Ha muerto Saturnino Iztueta, el pastor que vivió 56 años en una cabaña del monte Ernio, uno de los últimos protagonistas de un modo de vida que apenas cambió en los últimos tres o cuatro mil años. Si obviamos el transistor a pilas que usó en los últimos tiempos, regalo de una caja de ahorros, y algún lujo moderno como el café, su vida y su trabajo no fueron muy distintos de los de sus colegas del Neolítico.
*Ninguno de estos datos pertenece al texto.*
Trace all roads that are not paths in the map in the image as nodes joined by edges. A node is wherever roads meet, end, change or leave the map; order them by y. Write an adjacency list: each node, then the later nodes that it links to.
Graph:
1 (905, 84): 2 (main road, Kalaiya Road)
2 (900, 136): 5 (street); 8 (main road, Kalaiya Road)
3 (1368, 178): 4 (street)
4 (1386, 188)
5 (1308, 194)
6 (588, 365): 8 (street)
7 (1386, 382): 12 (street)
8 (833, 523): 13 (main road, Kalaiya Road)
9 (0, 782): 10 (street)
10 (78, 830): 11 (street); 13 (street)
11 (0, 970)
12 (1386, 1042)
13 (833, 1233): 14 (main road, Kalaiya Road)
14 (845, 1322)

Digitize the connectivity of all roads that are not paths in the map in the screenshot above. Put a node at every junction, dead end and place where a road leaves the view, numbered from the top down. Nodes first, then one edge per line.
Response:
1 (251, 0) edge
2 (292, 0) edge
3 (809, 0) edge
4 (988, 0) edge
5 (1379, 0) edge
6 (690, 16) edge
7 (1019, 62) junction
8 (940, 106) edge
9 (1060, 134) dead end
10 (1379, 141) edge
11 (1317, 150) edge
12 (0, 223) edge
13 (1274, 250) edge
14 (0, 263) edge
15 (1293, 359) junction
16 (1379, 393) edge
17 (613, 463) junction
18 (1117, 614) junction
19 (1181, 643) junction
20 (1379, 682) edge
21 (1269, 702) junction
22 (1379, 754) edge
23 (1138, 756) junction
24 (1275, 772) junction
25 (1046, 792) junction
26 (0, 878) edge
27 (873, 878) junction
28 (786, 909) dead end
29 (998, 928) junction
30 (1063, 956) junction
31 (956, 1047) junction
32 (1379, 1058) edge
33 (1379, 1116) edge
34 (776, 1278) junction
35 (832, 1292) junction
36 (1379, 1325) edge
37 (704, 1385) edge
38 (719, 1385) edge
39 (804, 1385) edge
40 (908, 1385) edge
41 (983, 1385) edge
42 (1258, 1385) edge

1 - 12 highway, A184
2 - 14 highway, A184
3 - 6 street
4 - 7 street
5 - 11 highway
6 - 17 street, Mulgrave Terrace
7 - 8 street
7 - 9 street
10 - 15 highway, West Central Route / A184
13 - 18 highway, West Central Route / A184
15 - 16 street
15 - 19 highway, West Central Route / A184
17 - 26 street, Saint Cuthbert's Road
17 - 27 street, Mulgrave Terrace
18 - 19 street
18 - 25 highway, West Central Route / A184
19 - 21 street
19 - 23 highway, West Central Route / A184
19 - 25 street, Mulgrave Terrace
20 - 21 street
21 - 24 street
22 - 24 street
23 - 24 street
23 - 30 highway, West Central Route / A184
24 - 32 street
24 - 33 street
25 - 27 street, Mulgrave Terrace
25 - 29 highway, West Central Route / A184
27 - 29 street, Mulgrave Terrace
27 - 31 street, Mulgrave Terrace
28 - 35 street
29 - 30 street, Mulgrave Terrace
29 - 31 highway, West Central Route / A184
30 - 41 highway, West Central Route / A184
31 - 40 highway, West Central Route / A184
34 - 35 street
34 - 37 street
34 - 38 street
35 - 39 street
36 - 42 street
Saturnino murió con 92 años. Escribí sobre él uno de los capítulos del libro Cuidadores de mundos:

Charla con el último neolítico

Desde 1947 hasta 2003, Saturnino pasó unos 13.500 días en una chabola del monte Ernio, durmiendo sobre un lecho de brezos, comiendo alubias y caldos, pastoreando, ordeñando y esquilando ovejas, prensando quesos a mano y bajándolos en burro a los pueblos para venderlos. En los últimos tiempos los pastores han conseguido pistas y vehículos todoterreno, placas solares para obtener electricidad, avances veterinarios, máquinas para la producción de queso. Pero la vida y las costumbres de Saturnino no fueron muy diferentes de las que debieron de seguir los pastores del Neolítico: bastaría con obviar el transistor a pilas que usó en los últimos años, regalo de una caja de ahorros, y algún lujo moderno como el café. Este hombre, nacido en Eldua (Berastegi) hace 87 años, es uno de los últimos representantes de un oficio que apenas cambió durante milenios.

Saturnino vivía siete u ocho meses al año en los pastos de Zelatun, un collado al pie del Ernio. Y si tocaba buen tiempo, hasta nueve meses: a mediados de marzo salía de su caserío de Eldua con el rebaño, subía al Ernio en una jornada y no regresaba hasta las Navidades. Saturnino esperaba con ganas tanto la ida como la vuelta: “Cuando llegaba el invierno me apetecía volver a casa. Pero al principio de la primavera las ovejas ya no tenían qué comer y yo también andaba inquieto, deseando subir al monte. Creo que mis hermanas también se quedaban a gusto cuando me marchaba”, ríe.

A Zelatun empezó a subir con 27 años pero para entonces ya tenía bien aprendido el oficio. “¿Cuándo empecé de pastor? Yo creo que al día siguiente de nacer. Desde crío seguía a mi padre con el rebaño a todas partes, como un perro pequeño”.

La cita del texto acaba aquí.